… I’ve googled this and still can’t find an explanation in straightforward, plain English.
Year-to-date means “since January 1st of this year”
Year-over-year means “over the last 365 days”.
Do I have that right?
… I’ve googled this and still can’t find an explanation in straightforward, plain English.
Year-to-date means “since January 1st of this year”
Year-over-year means “over the last 365 days”.
Do I have that right?
Yes.
Yes. (This one’s for you, Discourse).
Slight quibble: “Year to date” means “since the date that is the start of the current year”. For most contexts, that’s January 1, but it might instead be a business’s fiscal year, or a school year, or the like.
[Moderating]
Oh, and I’ve edited your title to make it more descriptive. Please use descriptive titles on your threads.
Not necessarily.
In my experience, “year over year” is usually used to compare one actual year (calendar year, or sometimes fiscal year) to the previous one, rather than “over the past 365 days.”
I’ve seen YoY used to mean comparing some period in the current year with the same period in the previous year. For example, here’s a headline I found with a quick google: “Maruti Suzuki records 6% YoY fall in April auto sales”. I’ve seen similar use of YoY comparing a just completed quarter with the same quarter the year before.
Agreed. If someone says their store’s profit has increased 20% year over year. It would be a 20% increase for a given period vs that same period one year earlier.
“Over the past 365 days” would be a “trailing year” or trailing twelve months/TTM.
That’s also how I know YoY. It’s used in that sense, for instance, when giving inflation rates. You might read, for instance, that inflation reached 8 % yoy in May, which does not mean prices rose, on average, by 8 % during the 31 days of May but rather that they rose by 8 % from May 2021 to May 2022.
Isn’t “this time this year compared to this time last year” the same thing as “over the past 365 days”?
No. Comparing what happened in April of this year with April of last year is not the same. What happened in the intervening 11 months is not a factor in that comparison. Similarly if the period is a quarter (ignore the intervening 3 quarters) or even YTD YoY (where the periods compared are from the beginning of the year to the current date; ignore the rest of the year). If you want the last 365 days, use the term “trailing year”.

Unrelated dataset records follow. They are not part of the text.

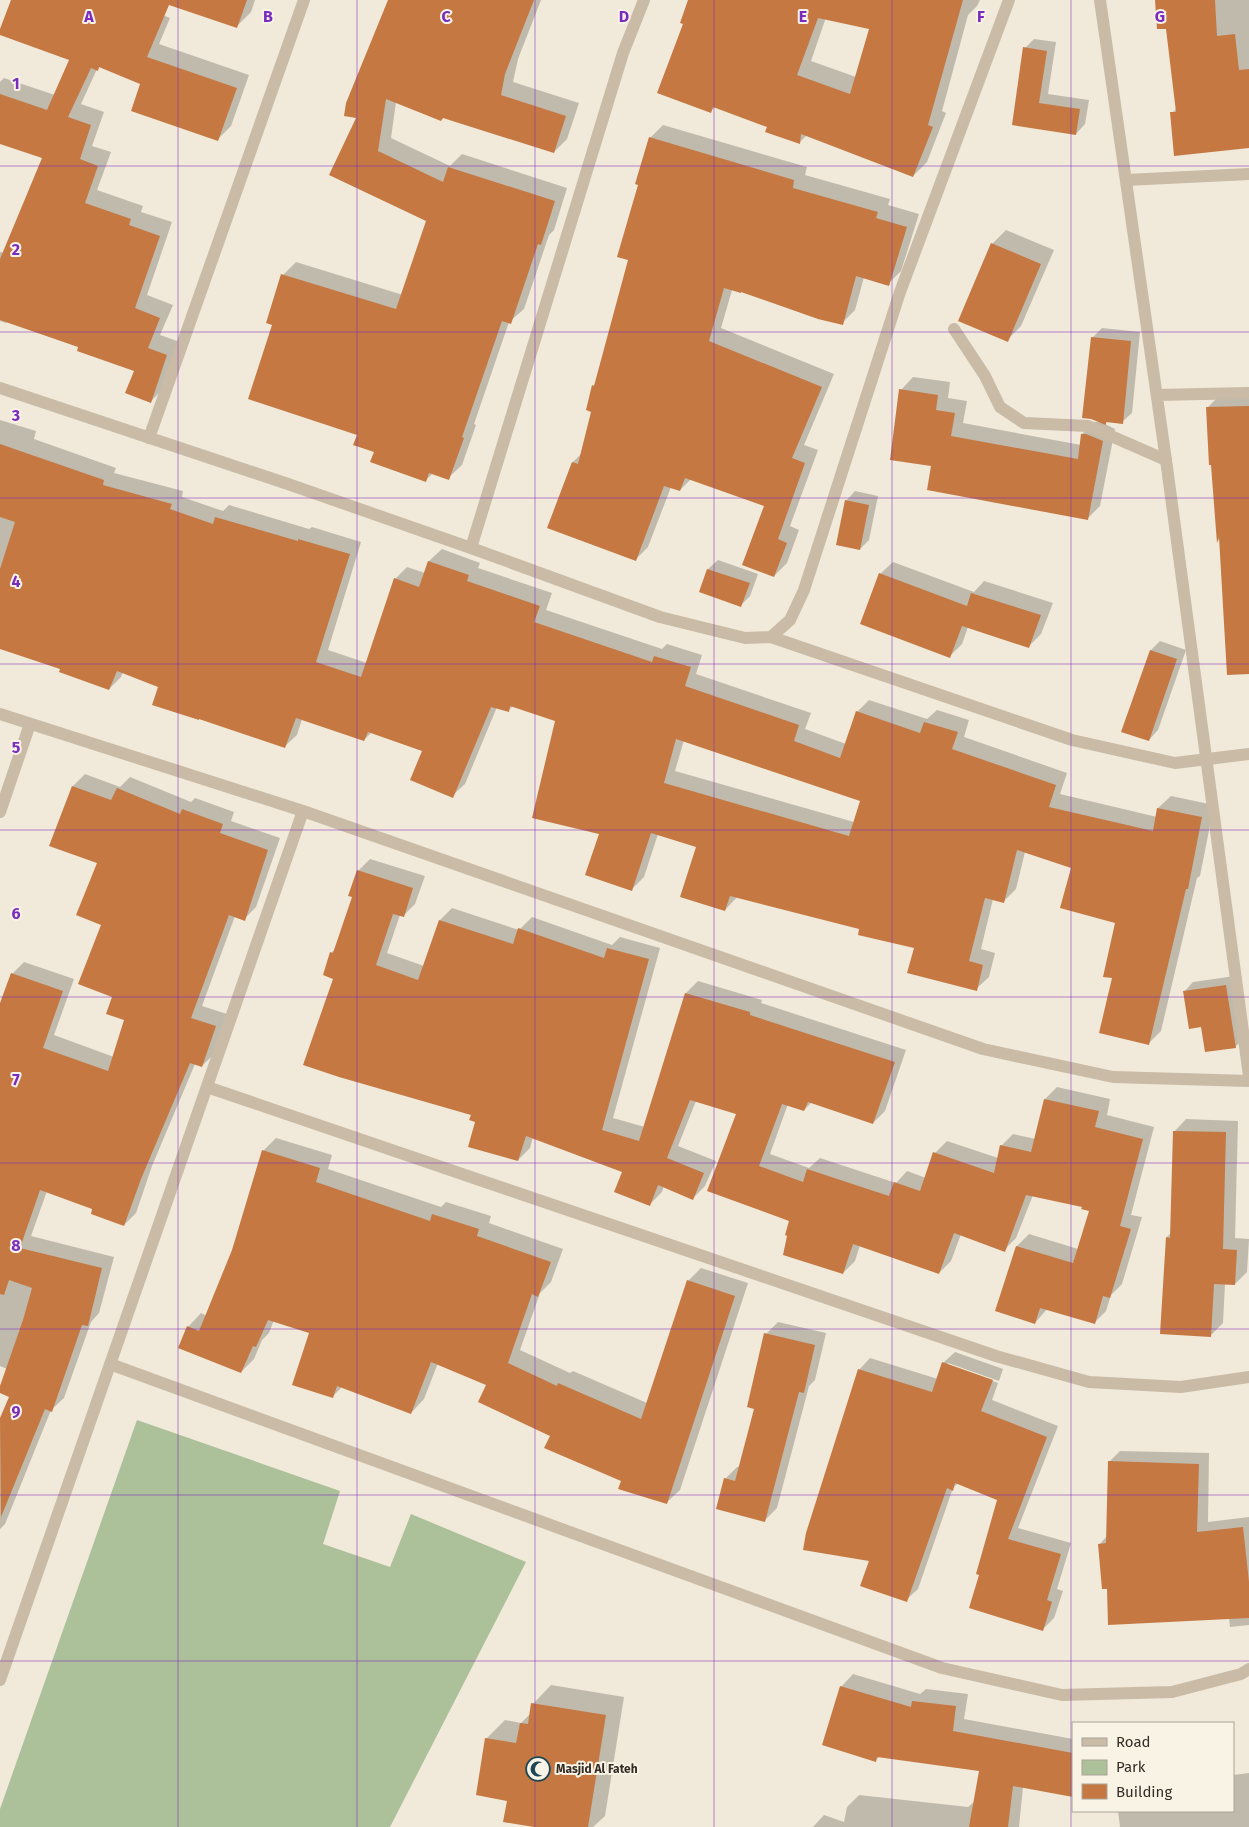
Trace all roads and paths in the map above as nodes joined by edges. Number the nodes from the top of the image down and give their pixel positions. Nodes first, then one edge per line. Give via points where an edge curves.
1 (304, 0) edge
2 (644, 0) edge
3 (1009, 0) edge
4 (1100, 0) edge
5 (1249, 174) edge
6 (1126, 180) junction
7 (954, 329) dead end
8 (0, 388) edge
9 (1249, 394) edge
10 (1157, 395) junction
11 (149, 438) junction
12 (1166, 460) junction
13 (471, 548) junction
14 (771, 638) junction
15 (0, 714) edge
16 (30, 724) junction
17 (1249, 754) edge
18 (1206, 759) junction
19 (303, 811) junction
20 (0, 812) edge
21 (1249, 1076) edge
22 (1249, 1082) edge
23 (207, 1087) junction
24 (110, 1364) junction
25 (1249, 1378) edge
26 (1249, 1669) edge
27 (0, 1676) edge

1 - 11 street
2 - 13 street via 623,53
3 - 14 street via 900,292 804,590 790,620
4 - 6 street
5 - 6 street
6 - 10 street
7 - 12 street via 985,376 1000,407 1024,423 1088,426
8 - 11 street
9 - 10 street
10 - 12 street
11 - 13 street
12 - 18 street
13 - 14 street via 660,617 745,638
14 - 18 street via 1072,740 1175,763
15 - 16 street
16 - 19 street
16 - 20 street
17 - 18 street
18 - 21 street
19 - 22 street via 983,1049 1113,1077
19 - 23 street
23 - 24 street
23 - 25 street via 996,1356 1089,1382 1181,1387
24 - 26 street via 942,1668 1062,1695 1172,1692 1241,1674
24 - 27 street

If I say “Sales are up 5% over the past 365 days”, that could mean that there was a steady increase, it could mean that it increased 10% and then fell back down to 5, it could mean that it oscillated erratically between now and then. What happened in between isn’t part of that statement; all I need to look at is two data points, what sales were 365 days ago and what they are now.
At least, if I’m just giving a number. If I’m showing a graph of a year’s worth of data, then yes, there’s a difference. But for just a number, I don’t think there is a difference.
+1
I work for a Japanese multinational in Australia and hence YTD can mean either from 1st Jan, or from 1st Jul (Australian fiscal year) or from 1st Apr (Japanese fiscal year).
It’s not overly confusing because the contexts are usually clear.